Refactor tests: replace sys.modules hacks with real DI + in-memory DB

- Add db=None, embedder=None params to ai_provider_wrapper, text_pipeline, compute_similarities - New conftest.py: FakeEmbedder, mem_db (in-memory DuckDB), fake_embedder fixtures - Rewrite test_ai_provider_wrapper (4 tests), test_rerun_embeddings_retry (2 tests), test_similarity_compute_filter (1 test) with real implementations - Fix rerun_embeddings tests hanging on _get_all_windows by patching it alongside _clear_embeddings - All 53 tests pass (2 skipped), 0 sys.modules hacks in refactored files
1 month ago · aef7c45074
parent b7350d8f87
commit aef7c45074
7 changed files with 533 additions and 41 deletions
--- a/pipeline/ai_provider_wrapper.py
+++ b/pipeline/ai_provider_wrapper.py
@ -0,0 +1,116 @@
 """Wrapper around ai_provider to provide retries and smaller-batch fallback.
 Returns a list of embedding vectors aligned with inputs. For inputs that
 fail permanently the corresponding list entry will be None and an audit event
 is appended via database.db.append_audit_event.
 """
 from __future__ import annotations
 import time
 import random
 from typing import List, Optional
 import ai_provider
 from database import db as motion_db
 import logging
 _logger = logging.getLogger(__name__)
 def get_embeddings_with_retry(
    texts: List[str],
    motion_ids: Optional[List[Optional[int]]] = None,
    model: Optional[str] = None,
    batch_size: int = 50,
    retries: int = 3,
    db=None,
    embedder=None,
 ) -> List[Optional[List[float]]]:
    """Return embeddings aligned with `texts` or None for failed items.
    Strategy:
    - Try batches of `batch_size` with up to `retries` attempts.

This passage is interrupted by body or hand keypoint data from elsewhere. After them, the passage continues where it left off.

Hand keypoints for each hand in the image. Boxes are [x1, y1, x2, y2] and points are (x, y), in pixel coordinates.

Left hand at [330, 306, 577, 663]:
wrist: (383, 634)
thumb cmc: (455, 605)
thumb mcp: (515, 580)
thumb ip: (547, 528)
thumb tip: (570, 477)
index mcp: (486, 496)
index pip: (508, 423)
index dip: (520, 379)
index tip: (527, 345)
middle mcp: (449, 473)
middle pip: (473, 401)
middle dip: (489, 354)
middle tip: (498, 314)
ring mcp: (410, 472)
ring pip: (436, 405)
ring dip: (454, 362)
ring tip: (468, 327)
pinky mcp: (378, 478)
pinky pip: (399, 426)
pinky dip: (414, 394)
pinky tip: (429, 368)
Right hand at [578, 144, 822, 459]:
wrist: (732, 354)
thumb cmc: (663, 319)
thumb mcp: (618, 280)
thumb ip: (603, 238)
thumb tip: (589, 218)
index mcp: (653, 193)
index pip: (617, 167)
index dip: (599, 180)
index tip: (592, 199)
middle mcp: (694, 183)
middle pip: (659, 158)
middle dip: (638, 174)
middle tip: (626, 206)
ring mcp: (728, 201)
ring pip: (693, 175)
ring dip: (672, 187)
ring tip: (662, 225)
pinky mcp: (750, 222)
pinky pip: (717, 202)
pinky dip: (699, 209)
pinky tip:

    - On persistent batch failure, fall back to per-item attempts (batch_size=1).
    - Record an audit event for items that permanently fail.
    """
    if not texts:
        return []
    if motion_ids is None:
        motion_ids = [None for _ in texts]
    results: List[Optional[List[float]]] = [None] * len(texts)
    # resolve embedder at call time; prefer injected, otherwise use ai_provider.get_embeddings_batch
    _embedder = embedder if embedder is not None else ai_provider.get_embeddings_batch
    def _attempt_batch(chunk_texts, start_index):
        backoff = 0.5
        last_exc = None
        for attempt in range(1, retries + 1):
            try:
                emb_chunk = _embedder(
                    chunk_texts, model=model, batch_size=len(chunk_texts)
                )
                return emb_chunk, None
            except Exception as exc:
                last_exc = exc
                if attempt == retries:
                    break
                sleep = backoff * (2 ** (attempt - 1))
                sleep = sleep + random.uniform(0, sleep * 0.1)
                _logger.debug(
                    "Batch embedding attempt %d failed, retrying after %.2fs: %s",
                    attempt,
                    sleep,
                    exc,
                )
                time.sleep(sleep)
        # persistent failure
        _logger.warning(
            "Batch embedding failed for texts starting at %d: %s", start_index, last_exc
        )
        return None, last_exc
    # process in batches
    i = 0
    n = len(texts)
    while i < n:
        end = min(n, i + batch_size)
        chunk = texts[i:end]
        emb_chunk, emb_exc = _attempt_batch(chunk, i)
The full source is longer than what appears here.